The permeability transition pore as a mitochondrial calcium release channel: A critical appraisal

Abstract

Mitochondria from a variety of sources possess an inner membrane channel, the permeability transition pore. The pore is a voltage-dependent channel, activated by matrix Ca²⁺ and inhibited by matrix H⁺, which can be blocked by cyclosporin A, presumably after binding to mitochondrial cyclophilin. The physiological function of the permeability transition pore remains unknown. Here we evaluate its potential role as a fast Ca²⁺ release channel involved in mitochondrial and cellular Ca²⁺ homeostasis.

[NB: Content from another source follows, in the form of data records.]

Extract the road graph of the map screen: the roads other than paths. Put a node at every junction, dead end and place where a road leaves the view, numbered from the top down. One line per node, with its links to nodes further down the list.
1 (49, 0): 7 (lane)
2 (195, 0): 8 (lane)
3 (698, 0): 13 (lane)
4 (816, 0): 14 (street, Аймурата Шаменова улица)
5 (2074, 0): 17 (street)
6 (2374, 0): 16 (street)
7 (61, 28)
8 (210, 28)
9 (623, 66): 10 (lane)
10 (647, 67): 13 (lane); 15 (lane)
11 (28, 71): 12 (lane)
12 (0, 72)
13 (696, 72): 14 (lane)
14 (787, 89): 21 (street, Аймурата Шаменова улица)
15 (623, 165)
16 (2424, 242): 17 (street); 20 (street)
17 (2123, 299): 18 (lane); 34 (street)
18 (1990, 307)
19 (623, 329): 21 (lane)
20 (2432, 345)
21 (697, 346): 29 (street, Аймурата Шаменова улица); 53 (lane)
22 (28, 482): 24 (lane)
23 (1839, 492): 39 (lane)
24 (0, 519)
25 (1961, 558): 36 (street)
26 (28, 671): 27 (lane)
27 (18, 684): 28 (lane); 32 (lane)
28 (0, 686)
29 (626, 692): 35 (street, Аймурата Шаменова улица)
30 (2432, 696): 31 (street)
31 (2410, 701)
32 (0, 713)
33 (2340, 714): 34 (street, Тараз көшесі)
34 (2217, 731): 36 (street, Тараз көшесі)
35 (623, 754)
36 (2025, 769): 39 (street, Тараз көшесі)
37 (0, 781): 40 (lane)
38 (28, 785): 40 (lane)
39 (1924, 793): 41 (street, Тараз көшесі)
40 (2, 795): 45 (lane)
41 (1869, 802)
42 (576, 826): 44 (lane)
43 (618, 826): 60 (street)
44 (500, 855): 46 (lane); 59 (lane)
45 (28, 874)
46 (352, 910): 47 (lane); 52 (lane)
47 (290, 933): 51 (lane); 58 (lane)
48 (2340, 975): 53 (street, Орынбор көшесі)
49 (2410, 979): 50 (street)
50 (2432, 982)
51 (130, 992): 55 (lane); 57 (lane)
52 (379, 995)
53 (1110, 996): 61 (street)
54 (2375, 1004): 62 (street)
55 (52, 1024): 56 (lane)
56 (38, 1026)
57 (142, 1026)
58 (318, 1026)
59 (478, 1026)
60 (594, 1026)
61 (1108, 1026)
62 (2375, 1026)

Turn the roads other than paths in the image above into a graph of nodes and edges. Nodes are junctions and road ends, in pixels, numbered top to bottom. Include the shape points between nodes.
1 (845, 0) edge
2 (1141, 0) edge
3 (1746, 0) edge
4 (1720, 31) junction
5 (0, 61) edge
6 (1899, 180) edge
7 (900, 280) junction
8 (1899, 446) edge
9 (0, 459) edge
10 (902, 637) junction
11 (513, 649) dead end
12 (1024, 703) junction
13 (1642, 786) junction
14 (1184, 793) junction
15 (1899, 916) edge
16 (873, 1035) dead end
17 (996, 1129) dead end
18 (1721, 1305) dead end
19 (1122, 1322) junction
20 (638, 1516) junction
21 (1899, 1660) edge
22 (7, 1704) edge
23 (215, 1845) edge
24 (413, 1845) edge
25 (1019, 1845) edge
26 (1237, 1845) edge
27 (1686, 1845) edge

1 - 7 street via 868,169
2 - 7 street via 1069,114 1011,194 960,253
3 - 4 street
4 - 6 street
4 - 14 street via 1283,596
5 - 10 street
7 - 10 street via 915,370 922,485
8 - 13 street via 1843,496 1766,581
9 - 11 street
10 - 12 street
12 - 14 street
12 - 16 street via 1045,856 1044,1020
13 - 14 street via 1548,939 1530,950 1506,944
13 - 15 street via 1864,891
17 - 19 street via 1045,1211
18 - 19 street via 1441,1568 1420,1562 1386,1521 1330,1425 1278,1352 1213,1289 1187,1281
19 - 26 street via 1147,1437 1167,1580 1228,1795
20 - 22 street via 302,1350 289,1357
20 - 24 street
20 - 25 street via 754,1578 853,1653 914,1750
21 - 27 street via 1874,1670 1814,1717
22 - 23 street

We (i) discuss the theoretical and experimental reasons why mitochondria need a fast, inducible Ca²⁺ release channel; (ii) analyze the striking analogies between the mitochondrial permeability transition pore and the sarcoplasmic reticulum ryanodine receptor-Ca²⁺ release channel; (iii) argue that the permeability transition pore can act as a selective release channel for Ca²⁺ despite its apparent lack of selectivity for the transported speciesin vitro; and (iv) discuss the importance of mitochondria in cellular Ca²⁺ homeostasis, and how disruption of this function could impinge upon cell viability, particularly under conditions of oxidative stress.